++++ Supplied information ++++

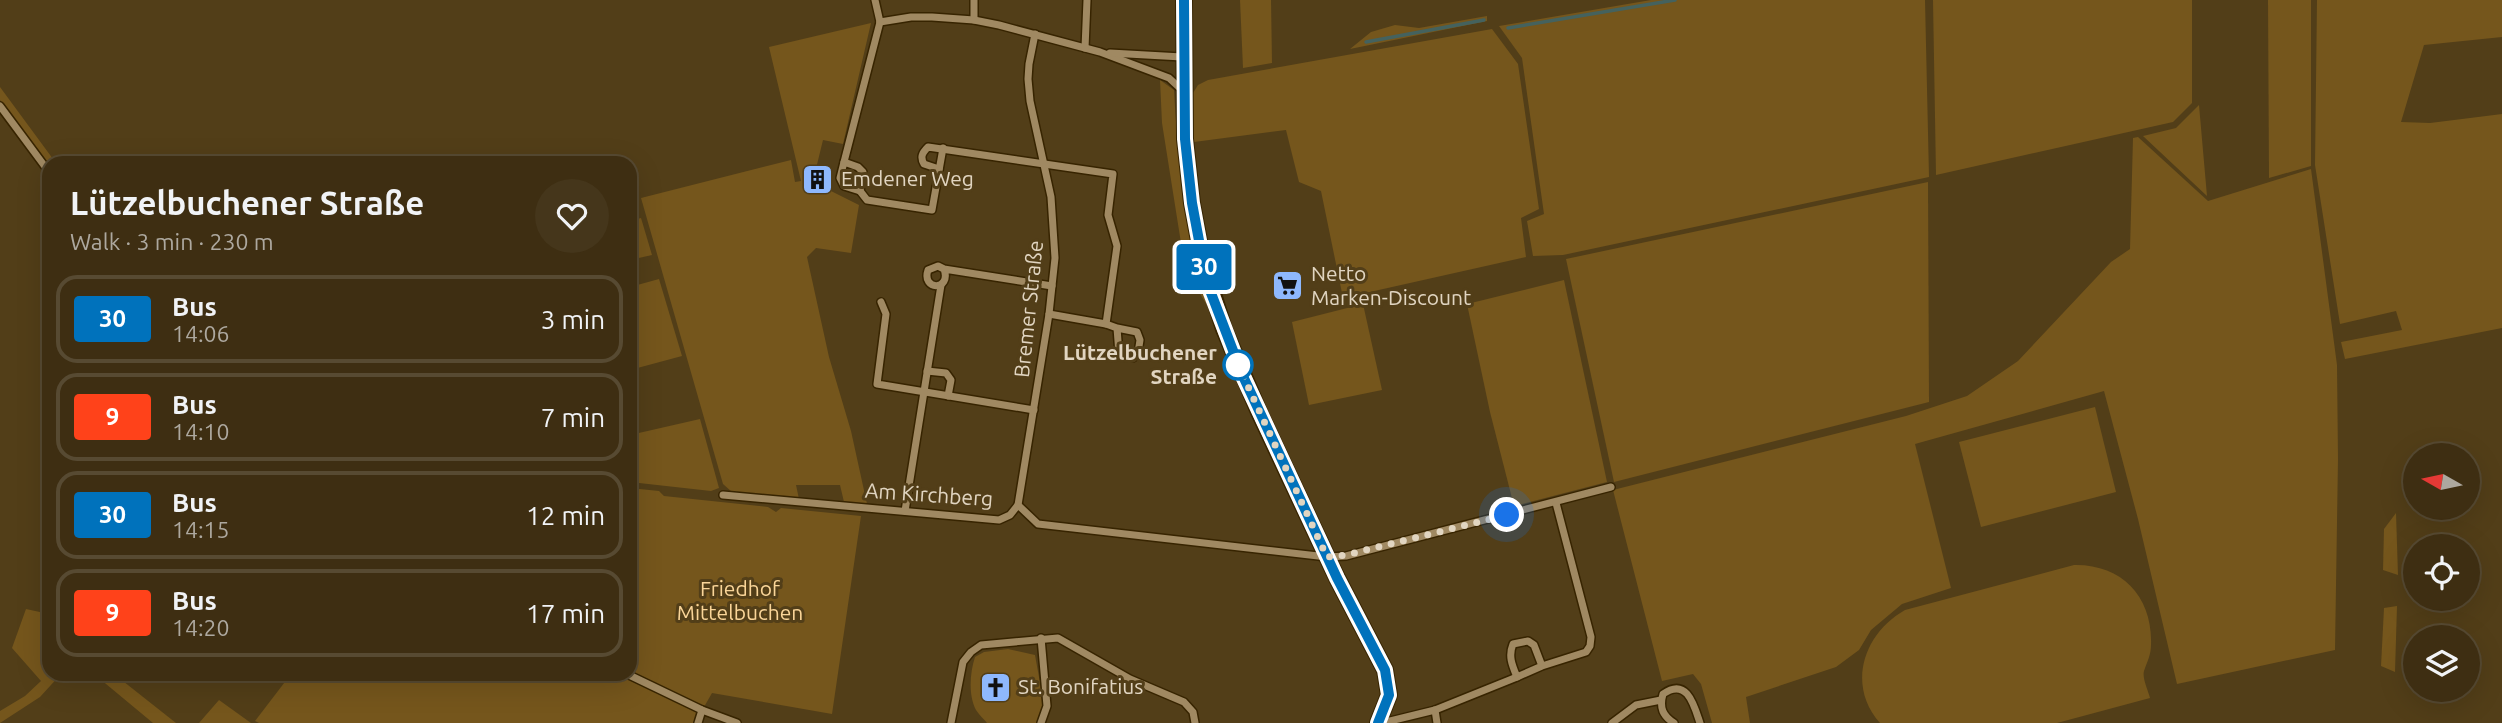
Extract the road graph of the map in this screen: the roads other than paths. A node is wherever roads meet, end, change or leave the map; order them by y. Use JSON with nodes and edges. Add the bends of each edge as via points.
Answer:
{"nodes":[{"id":1,"x":875,"y":0,"type":"edge"},
{"id":2,"x":974,"y":0,"type":"edge"},
{"id":3,"x":1087,"y":0,"type":"edge"},
{"id":4,"x":1184,"y":0,"type":"edge"},
{"id":5,"x":974,"y":20,"type":"junction"},
{"id":6,"x":880,"y":22,"type":"junction"},
{"id":7,"x":1035,"y":34,"type":"junction"},
{"id":8,"x":1085,"y":48,"type":"junction"},
{"id":9,"x":1100,"y":52,"type":"junction"},
{"id":10,"x":1182,"y":57,"type":"junction"},
{"id":11,"x":1183,"y":91,"type":"junction"},
{"id":12,"x":0,"y":106,"type":"edge"},
{"id":13,"x":943,"y":148,"type":"junction"},
{"id":14,"x":844,"y":162,"type":"junction"},
{"id":15,"x":42,"y":163,"type":"edge"},
{"id":16,"x":1044,"y":163,"type":"junction"},
{"id":17,"x":939,"y":169,"type":"junction"},
{"id":18,"x":860,"y":191,"type":"junction"},
{"id":19,"x":944,"y":269,"type":"junction"},
{"id":20,"x":941,"y":285,"type":"junction"},
{"id":21,"x":1052,"y":286,"type":"junction"},
{"id":22,"x":881,"y":302,"type":"dead end"},
{"id":23,"x":1049,"y":314,"type":"junction"},
{"id":24,"x":1105,"y":324,"type":"junction"},
{"id":25,"x":1116,"y":328,"type":"junction"},
{"id":26,"x":927,"y":371,"type":"junction"},
{"id":27,"x":925,"y":392,"type":"junction"},
{"id":28,"x":948,"y":396,"type":"junction"},
{"id":29,"x":1034,"y":410,"type":"junction"},
{"id":30,"x":1611,"y":487,"type":"dead end"},
{"id":31,"x":723,"y":495,"type":"dead end"},
{"id":32,"x":1556,"y":503,"type":"junction"},
{"id":33,"x":1017,"y":505,"type":"junction"},
{"id":34,"x":905,"y":511,"type":"junction"},
{"id":35,"x":1327,"y":557,"type":"junction"},
{"id":36,"x":1041,"y":638,"type":"junction"},
{"id":37,"x":1542,"y":666,"type":"junction"},
{"id":38,"x":1517,"y":677,"type":"junction"},
{"id":39,"x":637,"y":679,"type":"edge"},
{"id":40,"x":1661,"y":700,"type":"junction"},
{"id":41,"x":702,"y":710,"type":"junction"},
{"id":42,"x":1435,"y":710,"type":"junction"},
{"id":43,"x":698,"y":723,"type":"edge"},
{"id":44,"x":737,"y":723,"type":"edge"},
{"id":45,"x":951,"y":723,"type":"edge"},
{"id":46,"x":1041,"y":723,"type":"edge"},
{"id":47,"x":1195,"y":723,"type":"edge"},
{"id":48,"x":1380,"y":723,"type":"edge"},
{"id":49,"x":1437,"y":723,"type":"edge"},
{"id":50,"x":1612,"y":723,"type":"edge"},
{"id":51,"x":1674,"y":723,"type":"edge"},
{"id":52,"x":1700,"y":723,"type":"edge"}],
"edges":[{"from":1,"to":6,"type":"street"},
{"from":2,"to":5,"type":"street"},
{"from":3,"to":8,"type":"street"},
{"from":4,"to":10,"type":"main road"},
{"from":5,"to":6,"type":"street","via":[[911,17]]},
{"from":5,"to":7,"type":"street"},
{"from":6,"to":14,"type":"street"},
{"from":7,"to":8,"type":"street"},
{"from":7,"to":16,"type":"street","name":"Bremer Straße","via":[[1028,79]]},
{"from":8,"to":9,"type":"street"},
{"from":9,"to":10,"type":"street"},
{"from":9,"to":11,"type":"street","via":[[1168,78]]},
{"from":10,"to":11,"type":"main road"},
{"from":11,"to":35,"type":"main road","via":[[1192,203],[1211,293],[1242,374]]},
{"from":12,"to":15,"type":"street"},
{"from":13,"to":16,"type":"street"},
{"from":13,"to":17,"type":"street"},
{"from":13,"to":17,"type":"street","via":[[928,147],[922,153],[924,164]]},
{"from":14,"to":18,"type":"street","via":[[863,172]]},
{"from":14,"to":18,"type":"street","via":[[840,178],[844,186]]},
{"from":16,"to":21,"type":"street","name":"Bremer Straße","via":[[1055,226]]},
{"from":16,"to":24,"type":"street","via":[[1113,174],[1108,215],[1117,246]]},
{"from":17,"to":18,"type":"street","via":[[932,210],[867,200]]},
{"from":19,"to":20,"type":"street"},
{"from":19,"to":20,"type":"street","via":[[932,267],[926,276],[929,283]]},
{"from":19,"to":21,"type":"street"},
{"from":20,"to":26,"type":"street"},
{"from":21,"to":23,"type":"street","name":"Bremer Straße"},
{"from":22,"to":27,"type":"street","via":[[886,314],[877,384]]},
{"from":23,"to":24,"type":"street"},
{"from":23,"to":29,"type":"street","name":"Bremer Straße"},
{"from":24,"to":25,"type":"street"},
{"from":25,"to":25,"type":"street","via":[[1119,354],[1133,358],[1138,353],[1137,332]]},
{"from":26,"to":27,"type":"street"},
{"from":26,"to":28,"type":"street","via":[[946,373],[951,380]]},
{"from":27,"to":28,"type":"street"},
{"from":27,"to":34,"type":"street"},
{"from":28,"to":29,"type":"street"},
{"from":29,"to":33,"type":"street","name":"Bremer Straße"},
{"from":30,"to":32,"type":"street","name":"Am Kirchberg"},
{"from":31,"to":34,"type":"street","name":"Am Kirchberg"},
{"from":32,"to":35,"type":"street","name":"Am Kirchberg"},
{"from":32,"to":37,"type":"street","via":[[1591,637],[1586,652]]},
{"from":33,"to":34,"type":"street","name":"Am Kirchberg","via":[[999,520]]},
{"from":33,"to":35,"type":"street","name":"Am Kirchberg","via":[[1038,524]]},
{"from":35,"to":48,"type":"main road","via":[[1388,680]]},
{"from":36,"to":45,"type":"street","via":[[981,645],[971,652],[963,662]]},
{"from":36,"to":46,"type":"street","via":[[1047,706]]},
{"from":36,"to":47,"type":"street","via":[[1065,640],[1130,679],[1184,702]]},
{"from":37,"to":38,"type":"street"},
{"from":37,"to":38,"type":"street","via":[[1528,640],[1513,644],[1510,652]]},
{"from":38,"to":42,"type":"street"},
{"from":39,"to":41,"type":"street"},
{"from":40,"to":50,"type":"street","via":[[1636,705]]},
{"from":40,"to":51,"type":"street","via":[[1664,715]]},
{"from":40,"to":52,"type":"street","via":[[1666,691],[1685,692]]},
{"from":41,"to":43,"type":"street"},
{"from":41,"to":44,"type":"street"},
{"from":42,"to":48,"type":"street"},
{"from":42,"to":49,"type":"street"}]}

++++

What this task involves -
Show all lines from the data above in which the word "Bremer" appears.

Solution to this problem -
{"from":7,"to":16,"type":"street","name":"Bremer Straße","via":[[1028,79]]},
{"from":16,"to":21,"type":"street","name":"Bremer Straße","via":[[1055,226]]},
{"from":21,"to":23,"type":"street","name":"Bremer Straße"},
{"from":23,"to":29,"type":"street","name":"Bremer Straße"},
{"from":29,"to":33,"type":"street","name":"Bremer Straße"},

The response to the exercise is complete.